Berikut ini tindakan pencegahan yang dapat dilakukan untuk mengatasi berbagai kasus pelanggaran HAM:
1)      Supremasi hukum dan demokrasi harus ditegakkan.
2)      Meningkatkan kualitas pelayanan public untuk mencegah terjadinya berbagai bentuk pelanggaran HAM oleh pemerintah.
3)      Meningkatkan pengawasan dari masyarakat dan lembaga-lembaga politik terhadap setiap upaya penegakan HAM yang dilakukan oleh pemerintah.
4)      Meningkatkan penyebarluasan prinsip-prinsip HAM kepada masyarakat melalui lembaga pendidikan formal (sekolah, perguruan tinggi) maupun non-formal.
5)      Meningkatkan profesionalisme lembaga keamanan dan pertahanan negara.

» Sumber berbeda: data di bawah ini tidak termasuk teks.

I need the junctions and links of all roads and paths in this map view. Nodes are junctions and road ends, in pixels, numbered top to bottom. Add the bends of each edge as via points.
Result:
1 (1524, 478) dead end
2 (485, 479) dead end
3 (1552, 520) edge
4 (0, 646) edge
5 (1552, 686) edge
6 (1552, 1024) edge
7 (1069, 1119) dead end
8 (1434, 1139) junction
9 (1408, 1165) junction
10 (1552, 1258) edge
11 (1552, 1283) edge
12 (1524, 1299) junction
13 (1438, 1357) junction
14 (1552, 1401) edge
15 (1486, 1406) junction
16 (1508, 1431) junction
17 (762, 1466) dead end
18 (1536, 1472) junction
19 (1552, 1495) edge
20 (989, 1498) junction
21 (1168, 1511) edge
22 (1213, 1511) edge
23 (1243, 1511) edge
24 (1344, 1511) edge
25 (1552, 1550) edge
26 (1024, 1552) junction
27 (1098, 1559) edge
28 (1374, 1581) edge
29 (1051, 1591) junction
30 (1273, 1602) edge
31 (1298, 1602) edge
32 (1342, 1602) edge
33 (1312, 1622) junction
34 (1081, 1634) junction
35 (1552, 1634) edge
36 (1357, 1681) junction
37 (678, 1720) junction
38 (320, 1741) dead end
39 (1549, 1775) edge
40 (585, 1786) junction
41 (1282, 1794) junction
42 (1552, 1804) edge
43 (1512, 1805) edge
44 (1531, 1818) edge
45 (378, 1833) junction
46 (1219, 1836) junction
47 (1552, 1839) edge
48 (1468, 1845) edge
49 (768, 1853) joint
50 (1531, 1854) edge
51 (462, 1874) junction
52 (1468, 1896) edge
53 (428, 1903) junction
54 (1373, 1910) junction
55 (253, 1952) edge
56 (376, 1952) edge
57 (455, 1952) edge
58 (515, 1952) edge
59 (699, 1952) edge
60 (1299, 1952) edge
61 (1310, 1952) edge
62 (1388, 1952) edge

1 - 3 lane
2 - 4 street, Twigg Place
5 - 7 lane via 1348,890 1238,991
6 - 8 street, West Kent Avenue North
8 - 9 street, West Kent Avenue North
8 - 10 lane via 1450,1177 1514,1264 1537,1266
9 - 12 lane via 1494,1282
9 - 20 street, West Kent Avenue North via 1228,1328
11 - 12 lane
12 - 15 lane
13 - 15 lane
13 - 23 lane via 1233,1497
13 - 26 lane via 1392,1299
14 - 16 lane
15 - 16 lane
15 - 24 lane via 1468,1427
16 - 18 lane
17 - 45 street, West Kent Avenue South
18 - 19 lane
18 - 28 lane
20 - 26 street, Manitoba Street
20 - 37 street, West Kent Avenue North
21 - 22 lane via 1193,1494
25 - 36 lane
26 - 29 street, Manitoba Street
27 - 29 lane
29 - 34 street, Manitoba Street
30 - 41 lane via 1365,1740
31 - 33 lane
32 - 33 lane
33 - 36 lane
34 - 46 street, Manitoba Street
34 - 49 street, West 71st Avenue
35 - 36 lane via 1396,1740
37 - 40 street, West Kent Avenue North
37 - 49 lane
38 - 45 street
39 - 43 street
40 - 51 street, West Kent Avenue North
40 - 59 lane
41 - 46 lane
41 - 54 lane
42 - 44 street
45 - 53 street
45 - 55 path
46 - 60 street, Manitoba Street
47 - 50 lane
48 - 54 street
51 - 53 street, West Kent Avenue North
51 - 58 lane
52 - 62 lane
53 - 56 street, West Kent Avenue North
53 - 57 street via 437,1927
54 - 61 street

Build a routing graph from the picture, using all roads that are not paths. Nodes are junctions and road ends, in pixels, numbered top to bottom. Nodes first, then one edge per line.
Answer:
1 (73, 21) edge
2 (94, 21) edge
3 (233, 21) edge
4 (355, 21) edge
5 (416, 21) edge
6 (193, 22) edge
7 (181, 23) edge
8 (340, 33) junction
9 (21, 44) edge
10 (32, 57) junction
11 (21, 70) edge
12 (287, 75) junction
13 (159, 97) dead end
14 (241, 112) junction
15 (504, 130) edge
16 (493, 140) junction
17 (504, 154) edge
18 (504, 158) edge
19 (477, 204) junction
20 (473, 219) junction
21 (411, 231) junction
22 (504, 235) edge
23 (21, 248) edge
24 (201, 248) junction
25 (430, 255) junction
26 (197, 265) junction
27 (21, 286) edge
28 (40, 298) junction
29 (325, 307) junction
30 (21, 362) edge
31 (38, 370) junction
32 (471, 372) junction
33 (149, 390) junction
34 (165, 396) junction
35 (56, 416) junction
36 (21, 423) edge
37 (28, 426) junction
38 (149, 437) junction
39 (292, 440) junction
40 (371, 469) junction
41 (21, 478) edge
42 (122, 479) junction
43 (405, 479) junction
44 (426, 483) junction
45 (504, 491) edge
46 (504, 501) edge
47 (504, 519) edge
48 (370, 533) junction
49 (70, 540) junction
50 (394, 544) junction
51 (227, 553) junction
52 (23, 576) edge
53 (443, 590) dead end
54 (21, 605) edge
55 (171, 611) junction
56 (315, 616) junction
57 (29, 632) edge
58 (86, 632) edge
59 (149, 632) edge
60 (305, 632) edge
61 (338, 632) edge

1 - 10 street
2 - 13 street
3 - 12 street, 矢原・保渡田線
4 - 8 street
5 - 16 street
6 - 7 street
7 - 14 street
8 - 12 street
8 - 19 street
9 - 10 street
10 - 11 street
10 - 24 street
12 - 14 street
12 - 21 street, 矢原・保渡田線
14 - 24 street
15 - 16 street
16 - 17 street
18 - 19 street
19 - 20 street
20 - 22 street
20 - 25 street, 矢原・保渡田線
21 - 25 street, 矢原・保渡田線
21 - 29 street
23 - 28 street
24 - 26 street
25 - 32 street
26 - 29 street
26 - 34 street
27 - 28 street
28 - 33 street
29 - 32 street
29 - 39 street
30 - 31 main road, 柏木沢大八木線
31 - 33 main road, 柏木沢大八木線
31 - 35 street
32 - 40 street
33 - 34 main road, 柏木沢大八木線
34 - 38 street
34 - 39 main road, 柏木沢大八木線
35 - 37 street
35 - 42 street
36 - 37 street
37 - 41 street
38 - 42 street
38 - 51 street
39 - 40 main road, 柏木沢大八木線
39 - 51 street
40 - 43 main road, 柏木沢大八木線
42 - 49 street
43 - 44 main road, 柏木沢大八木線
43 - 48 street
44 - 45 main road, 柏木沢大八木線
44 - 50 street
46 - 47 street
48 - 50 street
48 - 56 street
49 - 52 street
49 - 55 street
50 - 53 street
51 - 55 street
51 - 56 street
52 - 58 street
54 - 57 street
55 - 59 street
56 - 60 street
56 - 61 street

6)      Meningkatkan kerja sama yang harmonis antarkelompok atau golongan.

3.2 Saran
Upaya penegakan HAM yang dilakukan oleh pemerintah tidak akan berhasil tanpa didukung oleh sikap dan perilaku warga negaranya yang mencerminkan penghormatan terhadap hak asasi manusia. Sebagai warga negara dari bangsa dan negara yang beradab sudah sepantasnya sikap dan perilaku kita mencerminkan sosok manusia beradab yang selalu menghormati keberadaan orang lain secara kaffah. Sikap tersebut dapat kalian tampilkan dalam perilaku di lingkungan keluarga, sekolah, masyarakat, bangsa, dan negara.